Step 4 does not apply, since you chose to drive from a subquery IN condition. Step 5 applies, because at node M you find all three remaining subquery joins immediately available. The semi-join to D1 acts like a downward-hanging node with filter ratio of 0.24, not as good as A1, but better than A2. The semi-join to D2 acts like a downward-hanging node with a filter ratio of 0.99, just better than a downward join to an unfiltered node, but not as good as A1 or A2. The anti-join to D3 is best of all, like many selective anti-joins, acting like a downward-hanging node with a filter ratio of 0.1, better than any other.

Therefore, perform the NOT EXISTS condition to D3 next, and find a running join order of (D4, S4, S6, S5, S7, M, D3). Since the subquery to D3 is single-table, return to the outer query and find the next-best downward-hanging node (or virtual downward-hanging node) at A1. This makes B1 eligible to join, but B1 is less attractive than the best remaining choice, D1, with its subquery adjusted filter ratio of 0.24, so D1 is next. Having begun that subquery, you must finish it, following the usual rules for optimizing a simple query, beginning with D1 as the driving node. Therefore, the next joins are S1 and S2, in that order, for a running join order of (D4, S4, S6, S5, S7, M, D3, A1, D1, S1, S2).

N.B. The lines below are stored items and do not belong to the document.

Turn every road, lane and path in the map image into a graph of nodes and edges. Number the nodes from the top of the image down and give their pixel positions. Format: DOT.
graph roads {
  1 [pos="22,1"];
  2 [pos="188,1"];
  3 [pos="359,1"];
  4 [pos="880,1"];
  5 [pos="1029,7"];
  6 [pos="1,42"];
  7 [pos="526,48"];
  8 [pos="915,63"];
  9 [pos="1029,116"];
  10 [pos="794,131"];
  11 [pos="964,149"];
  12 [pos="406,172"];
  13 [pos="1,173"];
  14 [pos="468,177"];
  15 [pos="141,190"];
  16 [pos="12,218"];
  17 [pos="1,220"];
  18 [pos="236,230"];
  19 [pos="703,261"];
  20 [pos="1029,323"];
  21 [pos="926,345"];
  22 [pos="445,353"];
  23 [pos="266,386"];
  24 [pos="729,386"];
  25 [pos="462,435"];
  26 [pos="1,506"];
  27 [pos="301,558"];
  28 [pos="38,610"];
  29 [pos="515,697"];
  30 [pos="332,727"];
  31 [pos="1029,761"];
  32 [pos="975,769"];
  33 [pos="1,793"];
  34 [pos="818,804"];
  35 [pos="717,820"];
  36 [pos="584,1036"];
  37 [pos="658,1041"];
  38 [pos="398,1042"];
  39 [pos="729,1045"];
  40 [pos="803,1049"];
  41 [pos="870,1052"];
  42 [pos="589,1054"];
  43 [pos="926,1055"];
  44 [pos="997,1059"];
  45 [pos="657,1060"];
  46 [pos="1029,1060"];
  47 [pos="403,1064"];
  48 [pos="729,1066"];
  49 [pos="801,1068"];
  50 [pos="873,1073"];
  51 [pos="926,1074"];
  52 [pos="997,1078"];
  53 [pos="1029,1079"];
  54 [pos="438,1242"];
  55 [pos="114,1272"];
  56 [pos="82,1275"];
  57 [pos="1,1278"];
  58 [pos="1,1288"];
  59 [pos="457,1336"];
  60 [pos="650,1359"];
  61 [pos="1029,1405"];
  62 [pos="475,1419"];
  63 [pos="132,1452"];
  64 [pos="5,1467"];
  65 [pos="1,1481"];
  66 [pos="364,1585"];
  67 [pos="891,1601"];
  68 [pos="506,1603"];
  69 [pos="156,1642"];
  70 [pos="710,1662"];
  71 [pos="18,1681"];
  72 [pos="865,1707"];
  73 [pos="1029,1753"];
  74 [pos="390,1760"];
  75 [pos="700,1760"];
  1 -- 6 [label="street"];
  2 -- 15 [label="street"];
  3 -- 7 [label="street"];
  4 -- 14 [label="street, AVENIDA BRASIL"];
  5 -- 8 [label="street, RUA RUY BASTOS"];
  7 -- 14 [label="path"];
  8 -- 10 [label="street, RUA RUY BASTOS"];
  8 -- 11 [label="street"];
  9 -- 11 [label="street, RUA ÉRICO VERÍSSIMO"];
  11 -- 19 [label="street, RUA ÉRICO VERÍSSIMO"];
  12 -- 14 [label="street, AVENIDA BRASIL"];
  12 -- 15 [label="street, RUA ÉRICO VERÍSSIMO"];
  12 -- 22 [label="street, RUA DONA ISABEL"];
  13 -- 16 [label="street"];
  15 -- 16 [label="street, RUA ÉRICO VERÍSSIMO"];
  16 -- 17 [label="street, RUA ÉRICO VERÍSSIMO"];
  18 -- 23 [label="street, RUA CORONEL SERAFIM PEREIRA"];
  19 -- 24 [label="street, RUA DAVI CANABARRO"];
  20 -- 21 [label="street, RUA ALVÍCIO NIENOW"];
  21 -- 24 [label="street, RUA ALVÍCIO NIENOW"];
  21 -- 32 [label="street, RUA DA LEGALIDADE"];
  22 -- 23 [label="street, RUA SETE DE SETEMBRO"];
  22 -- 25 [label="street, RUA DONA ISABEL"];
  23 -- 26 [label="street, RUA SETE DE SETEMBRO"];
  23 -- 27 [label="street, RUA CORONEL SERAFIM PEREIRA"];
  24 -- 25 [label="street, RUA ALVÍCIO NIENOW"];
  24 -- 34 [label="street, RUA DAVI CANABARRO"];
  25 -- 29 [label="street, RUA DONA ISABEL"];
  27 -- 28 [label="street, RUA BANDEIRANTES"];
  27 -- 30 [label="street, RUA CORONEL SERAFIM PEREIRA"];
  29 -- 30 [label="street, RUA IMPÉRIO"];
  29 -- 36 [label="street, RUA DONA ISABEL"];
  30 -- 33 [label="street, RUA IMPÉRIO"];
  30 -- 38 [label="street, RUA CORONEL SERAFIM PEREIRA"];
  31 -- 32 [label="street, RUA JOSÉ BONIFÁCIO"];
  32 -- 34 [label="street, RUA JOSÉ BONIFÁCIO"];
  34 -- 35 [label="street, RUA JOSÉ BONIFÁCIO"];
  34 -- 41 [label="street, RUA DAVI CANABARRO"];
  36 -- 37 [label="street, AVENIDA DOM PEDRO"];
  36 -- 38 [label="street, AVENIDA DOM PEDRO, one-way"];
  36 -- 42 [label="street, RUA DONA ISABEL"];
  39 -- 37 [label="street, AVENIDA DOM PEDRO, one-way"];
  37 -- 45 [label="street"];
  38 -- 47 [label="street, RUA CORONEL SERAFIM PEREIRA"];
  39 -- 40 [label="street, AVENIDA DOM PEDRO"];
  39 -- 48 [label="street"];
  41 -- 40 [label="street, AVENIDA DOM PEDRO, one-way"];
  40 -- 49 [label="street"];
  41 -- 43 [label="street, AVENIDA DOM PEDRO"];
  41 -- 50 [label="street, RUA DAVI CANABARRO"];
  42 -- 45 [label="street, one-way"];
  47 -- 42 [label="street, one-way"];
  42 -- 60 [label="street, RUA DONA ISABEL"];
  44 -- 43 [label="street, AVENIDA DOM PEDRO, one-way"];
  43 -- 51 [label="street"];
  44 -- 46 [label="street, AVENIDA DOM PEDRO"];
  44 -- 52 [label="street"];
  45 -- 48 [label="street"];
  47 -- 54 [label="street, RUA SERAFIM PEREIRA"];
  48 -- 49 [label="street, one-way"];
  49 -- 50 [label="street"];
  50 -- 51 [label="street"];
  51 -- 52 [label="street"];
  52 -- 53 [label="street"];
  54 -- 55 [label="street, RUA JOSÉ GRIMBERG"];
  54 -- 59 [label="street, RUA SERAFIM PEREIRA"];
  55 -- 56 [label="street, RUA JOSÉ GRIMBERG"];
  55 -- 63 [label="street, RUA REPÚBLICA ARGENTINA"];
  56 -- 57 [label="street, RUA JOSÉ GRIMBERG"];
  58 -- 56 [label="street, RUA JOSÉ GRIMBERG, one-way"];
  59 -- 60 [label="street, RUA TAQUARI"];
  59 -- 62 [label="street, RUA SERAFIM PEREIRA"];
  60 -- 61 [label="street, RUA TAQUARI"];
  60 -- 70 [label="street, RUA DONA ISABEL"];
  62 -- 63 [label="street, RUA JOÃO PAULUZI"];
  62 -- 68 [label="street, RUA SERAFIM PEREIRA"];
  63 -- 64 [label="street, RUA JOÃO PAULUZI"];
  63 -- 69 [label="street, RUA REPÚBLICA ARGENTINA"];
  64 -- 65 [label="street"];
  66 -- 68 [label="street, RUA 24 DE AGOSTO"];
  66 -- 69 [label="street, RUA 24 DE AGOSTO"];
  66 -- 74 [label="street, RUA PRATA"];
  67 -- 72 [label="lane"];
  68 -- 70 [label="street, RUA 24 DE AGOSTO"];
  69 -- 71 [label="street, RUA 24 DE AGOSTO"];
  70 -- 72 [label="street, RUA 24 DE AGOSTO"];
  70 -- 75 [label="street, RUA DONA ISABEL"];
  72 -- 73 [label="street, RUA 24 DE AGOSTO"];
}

Now, you find eligible nodes A2, B1, and D2, which are preferred in that order, based on their filter ratios or (for D2) their subquery adjusted filter ratio. When you join to A2, you find a new eligible node, B2, but it has a filter ratio of 1.0, which is not as attractive as the others. Therefore, join to A2, B1, and D2, in that order, for a running join order of (D4, S4, S6, S5, S7, M, D3, A1, D1, S1, S2, A2, B1, D2). Having reached D2, you must complete that subquery with the join to S3, and that leaves only the remaining node B2, so the complete join order is (D4, S4, S6, S5, S7, M, D3, A1, D1, S1, S2, A2, B1, D2, S3, B2).